You won't find a lot of arguments against the benefits of on-farm storage. Some producers are shocked at how much more profitable it can be, and most agree it is more beneficial. It is just a matter of the extra work and management, and if it suits their operation.

There are a few considerations a producer must make when deciding about purchasing on-farm storage. The first is that there is more work involved and more management. Bringing it to the elevator puts the management of the grain in the hands of the elevator operator, but on-farm storage means the farmer must maintain what is stored in his own bins.

This means that the farmer should make a weekly check of the contents of the bin, and that means climbing to the top to check. Failure to check the health of the stored crop and the moisture levels in the bin can cause the whole bin to go sour.

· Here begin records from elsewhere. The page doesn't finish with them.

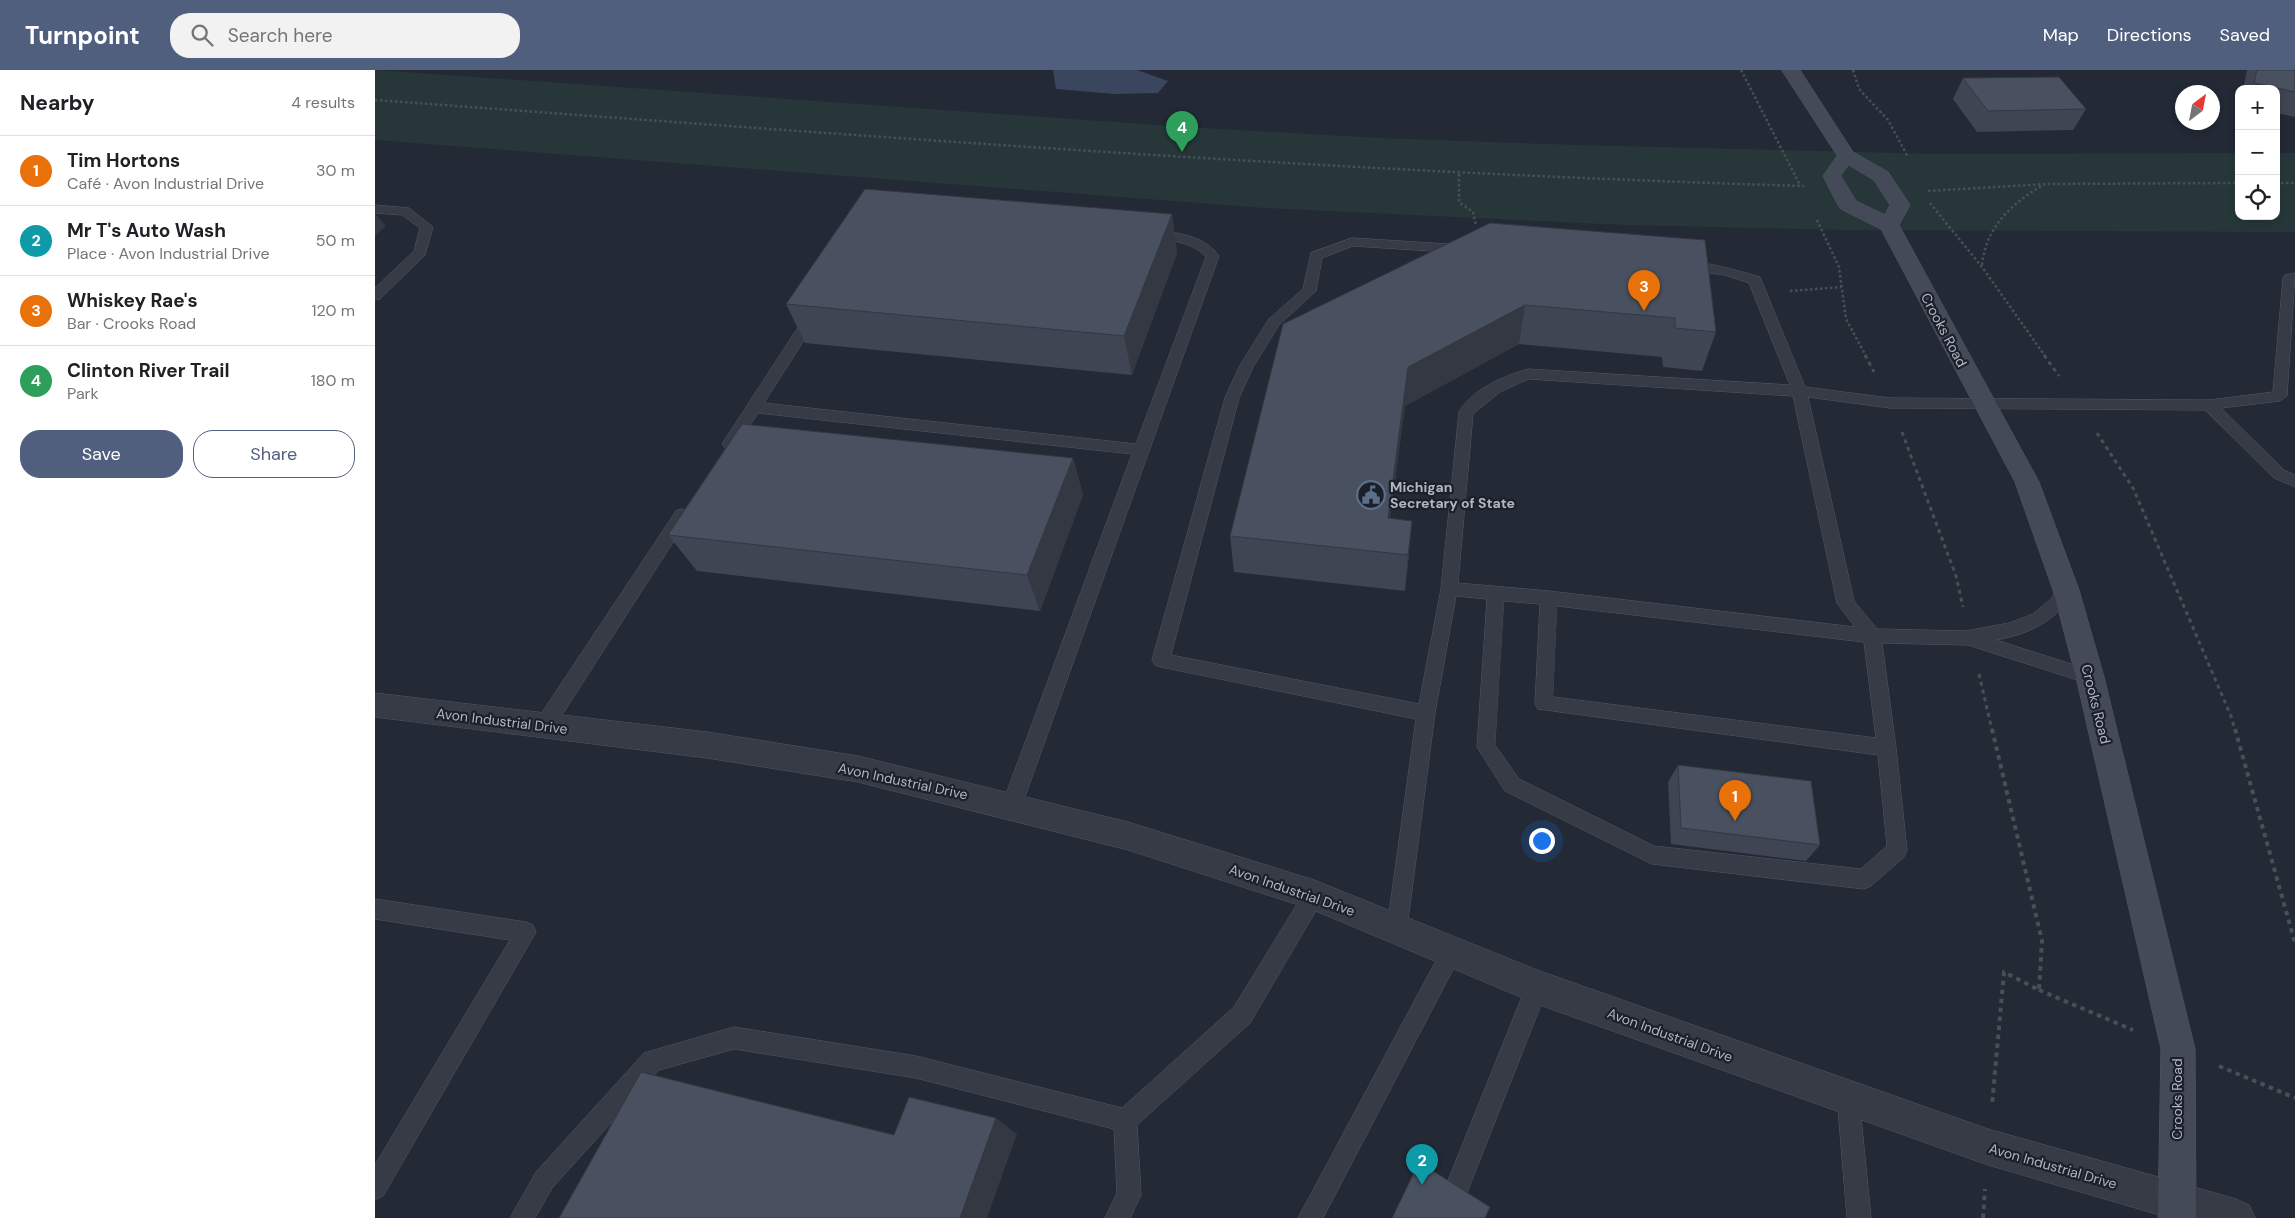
<!DOCTYPE html>
<meta charset="utf-8">
<style>
:root{--surface:#fff;--page:#f2f2f2;--text:#202124;--muted:#757577;--line:#e0e0e0;--accent:#515f7e}
body{margin:0;font-family:"DM Sans",sans-serif;background:var(--page);color:var(--text)}
.controls{position:absolute;right:15px;top:15px;display:grid;overflow:hidden;border-radius:10px;box-shadow:0 2px 8px #0003}
.controls button{width:45px;height:45px;display:grid;place-items:center;padding:0;border:0;border-bottom:1px solid var(--line);background:var(--surface);color:var(--text);font:25px sans-serif}
.compass{position:absolute;left:1800px;top:15px;width:45px;height:45px;border-radius:50%;background:var(--surface);box-shadow:0 2px 8px #0003;rotate:32deg}
.you{position:absolute;left:1166px;top:770px;width:18px;height:18px;margin:-12px;border:4px solid #fff;border-radius:50%;background:#1a73e8;box-shadow:0 0 0 8px #1a73e833}
.badge{display:grid;place-items:center;width:32px;height:32px;border-radius:50%;background:var(--accent);color:#fff;font-size:16px;font-weight:700}
.pin{position:absolute;translate:-50% -41px;filter:drop-shadow(0 1px 2px #0008)}
.pin::after{content:'';position:absolute;top:26px;width:18px;height:15px;background:inherit;clip-path:polygon(0 0,100% 0,50% 100%)}
.list{margin:0;padding:0;list-style:none}
h2{display:flex;justify-content:space-between;align-items:center;height:65px;margin:0;padding:0 20px;font-size:21px}
h2 small{font-size:16px;font-weight:400;color:var(--muted)}
.list li{display:grid;grid-template-columns:32px 1fr auto;gap:15px;align-items:center;box-sizing:border-box;height:70px;padding:0 20px;border-top:1px solid var(--line)}
.list b{display:block;font-size:19px;white-space:nowrap}
.list p{margin:0;font-size:16px;white-space:nowrap;color:var(--muted)}
.list em{font-size:16px;font-style:normal;color:var(--muted)}
.actions{display:flex;gap:10px;padding:15px 20px}
.actions a{flex:1;padding:11px 0;border:1px solid var(--accent);border-radius:20px;text-align:center;font-size:18px;color:var(--accent)}
.actions .main{background:var(--accent);color:#fff}
.icon{flex:none;width:28px;height:28px;fill:none;stroke:currentColor;stroke-width:2;stroke-linecap:round;stroke-linejoin:round}
.map{position:relative;flex:none;width:1920px;height:1148px;overflow:hidden}
header{display:flex;align-items:center;gap:30px;box-sizing:border-box;height:70px;padding:0 25px;background:var(--accent);color:#fff}
header strong{font-size:24px}
nav{display:flex;gap:28px;margin-inline-start:auto;font-size:18px}
.search{width:350px;height:45px;background:var(--page);display:flex;align-items:center;gap:12px;box-sizing:border-box;padding:0 18px;border-radius:20px;color:var(--muted);font-size:19px}
main{display:flex}
aside{flex:1;background:var(--surface)}
.map>svg:first-child{display:block}
.green{fill:#273739}
.water{fill:#39465d}
.lines{fill:none;stroke-linecap:round;stroke-linejoin:round}
.lane-casing{stroke:#535964;stroke-width:1}
.street-casing{stroke:#535964;stroke-width:1}
.secondary-casing{stroke:#535964;stroke-width:1}
.path-far2{stroke:#445256;stroke-width:2.5;stroke-dasharray:2.5 2.5;stroke-linecap:butt}
.path-far1{stroke:#445256;stroke-width:3;stroke-dasharray:4 4;stroke-linecap:butt}
.path{stroke:#445256;stroke-width:4;stroke-dasharray:4.5 4.5;stroke-linecap:butt}
.lane{fill:#363b46;fill-rule:evenodd}
.street{fill:#363b46;fill-rule:evenodd}
.secondary{fill:#444a58;fill-rule:evenodd}
.wall{fill:#3f4552}
.shaded-wall{fill:#333842}
.building{fill:#49505f;stroke:#333842}
.labels{text-anchor:middle;stroke-width:4.5;stroke-linejoin:round;paint-order:stroke}
.street-label{font-size:14px;fill:#b0b6c2;stroke:#1b202a}
.poi-label{font-size:14px;font-weight:bold;fill:#b0b6c2;stroke:#1b202a;text-anchor:start}
</style>
<header>
<strong>Turnpoint</strong>
<div class="search"><svg class="icon" aria-label="search" viewBox="0 0 24 24"><circle cx="10" cy="10" r="6"/><path d="M15 15l6 6"/></svg>Search here</div>
<nav><a>Map</a><a>Directions</a><a>Saved</a></nav>
</header>
<main>
<aside>
<h2>Nearby<small>4 results</small></h2>
<ul class="list">
<li><span class="badge" style="background:#e8710a">1</span><div><b>Tim Hortons</b><p>Café · Avon Industrial Drive</p></div><em>30 m</em></li>
<li><span class="badge" style="background:#0f9aa8">2</span><div><b>Mr T's Auto Wash</b><p>Place · Avon Industrial Drive</p></div><em>50 m</em></li>
<li><span class="badge" style="background:#e8710a">3</span><div><b>Whiskey Rae's</b><p>Bar · Crooks Road</p></div><em>120 m</em></li>
<li><span class="badge" style="background:#2e9e5b">4</span><div><b>Clinton River Trail</b><p>Park</p></div><em>180 m</em></li>
</ul>
<div class="actions"><a class="main">Save</a><a>Share</a></div>
</aside>
<div class="map">
<svg width="1920" height="1148" viewBox="0 0 1920 1148">
<rect width="100%" height="100%" fill="#232935"/>
<path class="green" d="M0,0l810,57 194,11 198,7 361,9 301,-1v63h37v-63h19v79l-450,-2 -220,-5 -360,-17 -890,-68z"/>
<path class="water" d="M678,0h84l31,11 -10,12 -43,1 -59,-5z"/>
<g class="lines">
<defs>
<path id="lane" d="M0,135l34,3 24,19 -8,28 -45,44 -5,1v-12l39,-37 6,-23 -18,-13 -27,-2z
M777,160c24,2 52,5 67,26l-197,549 -3,6 -7,3 -7,-3 -3,-6 130,-351 -374,-41 -23,35h-10l-3,-4 86,-132 5,-1 7,4 -56,88 372,41 70,-187c-17,-18 -36,-15 -59,-20l-1,-3z
M977,168l112,7 6,4 -6,4 -111,-7 -31,12 -6,33 -37,34 -26,42 -14,31 -68,257 248,49 22,-115 18,-177c13,-23 45,-36 69,-43l262,16 -41,-102 -24,-8 -46,-6 -2,-3c10,-12 68,7 83,11l45,110 85,11 319,2 64,-8 10,-114 2,-3 10,-2 -8,123 -7,5 -59,7 63,62 11,5v12l-21,-9 -69,-68 -315,-2 -82,-11 46,204 23,28 89,2 43,-8 24,-9 18,-15 9,-14 6,-2 6,2 2,5c-16,31 -45,44 -78,50l100,32 3,5 -3,5 -6,2 -122,-39 -86,-2 14,105 11,102 -3,7 -33,29 -7,3 -212,-25 -147,-73 -28,-44 10,-148 -31,-3 -21,117 -28,215 -3,7 -7,3 -7,-3 -3,-7 29,-209 -255,-52 -6,-2 -3,-5 73,-262 14,-31 30,-48 34,-30 8,-36zM1154,309l264,17 44,207 18,24 -306,-36 -91,-8 15,-169 27,-22zM1129,531l36,3 -5,100 3,5 340,46 9,91 -26,23 -207,-23 -135,-67 -24,-34zM1182,536l307,36 12,96 -323,-41z
M307,439l6,2 2,4 -2,4 -137,213 -7,2 -7,-2 -2,-6 2,-6 139,-209z
M939,815l7,3 3,7 -3,7 -71,121 -113,102 4,70 -11,23h-25l12,-25 -3,-64 -198,-51 -182,-29 -75,21 -107,118 -17,30h-25l26,-46 108,-119 90,-26 182,29 206,52 112,-101 73,-119z
M0,829l151,23 7,3 3,7 -153,264 -8,4v-35l135,-225 -135,-21z
M1077,871l7,3 4,7 -4,7 -136,260h-25l147,-274z
M1162,906l8,3 3,8 -91,231h-24l96,-239z
M1473,1016l8,3 3,8 12,121h-24l-10,-121 3,-8z"/>
<path id="street" d="M0,623l332,39 151,24 270,66 186,58 223,90 451,159 248,70 13,6 6,13h-85l-182,-53 -451,-161 -226,-95 -183,-59 -270,-68 -151,-24 -332,-41z"/>
<path id="secondary" d="M1407,0h18l53,82 35,20 22,33 -11,20 140,257 40,108 25,87 91,372 1,169h-38l3,-169 -85,-372 -23,-87 -38,-108 -134,-253 -40,-20 -3,-4 -15,-29 14,-20zM1474,95l25,15 16,25 -5,10 -29,-14 -15,-25z"/>
</defs>
<use href="#lane" class="lane-casing"/>
<use href="#street" class="street-casing"/>
<use href="#secondary" class="secondary-casing"/>
<path class="path-far2" d="M1366,0l59,115
M1478,0l6,19 29,31 20,37
M0,30c476,35 952,72 1429,86
M1084,104v28l14,10 3,14
M1901,113h19
M1553,121l118,-7 193,-1
M1555,133l52,64 63,89
M1442,150l22,47 7,52 20,37
M1607,195c4,-38 29,-61 61,-80
M1415,221l51,-4"/>
<path class="path-far1" d="M1490,285l9,17
M1669,285l15,21
M1527,362l54,144 7,31
M1722,363l36,55 98,228 4,14
M1604,604l13,56"/>
<path class="path" d="M1617,659l50,212 -3,49 -35,-18 -12,133
M1860,659l60,214
M1664,920l94,40
M1844,996l76,32
M1608,1148l2,-29"/>
<use href="#lane" class="lane"/>
<use href="#street" class="street"/>
<use href="#secondary" class="secondary"/>
</g>
<path class="wall" d="M1872,0h48v47l-19,-4v-24h-33z
M1588,8l123,31 -13,21 -96,2 -24,-33z
M797,144l5,39 -45,122 -327,-32 -19,-39z
M1115,153l226,109 -14,39 -39,-4 -1,-10 -143,-13 -114,62 -15,112 22,3 -7,70 -171,-19 -4,-36z
M698,388l10,37 -43,116 -343,-40 -29,-36z
M1303,695l142,80 -14,16 -135,-17 -3,-62z"/>
<path class="shaded-wall" d="M0,143l11,13 -11,10z
M797,144l5,39 -45,122 -8,-39z
M1150,235l-6,39 -114,62 -20,149 3,-37 20,-151z
M698,388l10,37 -43,116 -13,-36z
M1037,451l-3,36 -4,34 3,-36z
M621,1048l21,16 -30,84h-27z"/>
<path class="building" d="M1882,0h38v22l-41,-9z
M1684,7l27,32 -98,2 -25,-33z
M490,119l307,25 -48,122 -338,-32z
M1115,153l215,17 11,92 -41,-4v-10l-150,-13 -117,62 -20,151 24,3 -4,34 -178,-19 53,-212z
M367,354l331,34 -46,117 -359,-40z
M1303,695l133,16 9,64 -139,-17z
M266,1002l253,63 15,-38 87,21 -36,100h-401z
M1044,1092l71,45 -5,11h-93z"/>
<defs>
<symbol id="civic-ring" viewBox="-11 -11 22 22"><circle r="9.5" fill="#1b202a" stroke="#5c6f8a" stroke-width="1.5"/><path d="M-.6-6.5H3V-4.5H.6V-3L4-1V1h2V6H-6V1h2V-1L-.6-3ZM-1.2 2.5V6h2.4V2.5Z" fill="#5c6f8a"/></symbol>
</defs>
<g fill-rule="evenodd">
<use href="#civic-ring" x="980" y="409" width="32" height="32"/>
</g>
<g class="labels">
<g class="street-label">
<text transform="translate(1569 260) rotate(62)" y="5">Crooks Road</text>
<text transform="translate(1721 634) rotate(76)" y="5">Crooks Road</text>
<text transform="translate(127 651) rotate(7)" y="5">Avon Industrial Drive</text>
<text transform="translate(528 711) rotate(12)" y="5">Avon Industrial Drive</text>
<text transform="translate(917 820) rotate(19)" y="5">Avon Industrial Drive</text>
<text transform="translate(1295 965) rotate(20)" y="5">Avon Industrial Drive</text>
<text transform="translate(1802 1029) rotate(-90)" y="5">Crooks Road</text>
<text transform="translate(1678 1096) rotate(16)" y="5">Avon Industrial Drive</text>
</g>
<g class="poi-label">
<text x="1015" y="422">Michigan<tspan x="1015" dy="16">Secretary of State</tspan></text>
</g>
</g>
</svg>
<div class="controls">
<button>+</button>
<button>−</button>
<button><svg class="icon" aria-label="locate" viewBox="0 0 24 24"><circle cx="12" cy="12" r="6"/><path d="M12 2v4M12 18v4M2 12h4M18 12h4"/></svg></button>
</div>
<svg class="compass" viewBox="-18 -18 36 36"><path d="M0-13l5 13h-10z" fill="#e53935"/><path d="M0 13l5-13h-10z" fill="#757577"/></svg>
<div class="you"></div>
<div class="pin badge" style="left:1360px;top:751px;background:#e8710a">1</div>
<div class="pin badge" style="left:1047px;top:1115px;background:#0f9aa8">2</div>
<div class="pin badge" style="left:1269px;top:241px;background:#e8710a">3</div>
<div class="pin badge" style="left:807px;top:82px;background:#2e9e5b">4</div>
</div>
</main>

Another downside is that you handle the grain twice (this can mean extra trucking cost), and many will say that it damages the grain more. This is marginally true: It is damaged more, but not significantly, as naysayers believe. And with newer conveying equipment, the damage is almost completely negated.

Haning says the last advice they always give their customers is to not just update or right-size for now, but leave room for expansion in the future. Think several years down the road and give yourself room to grow.

On-farm storage gives the local producer the ability to shape their own economic outcome and, in turn, shape the entire industry by withholding grain from the market when prices are low, thereby driving prices up. The option to store a portion of your own crop in your own storage can increase your long-term profitability and puts you in charge.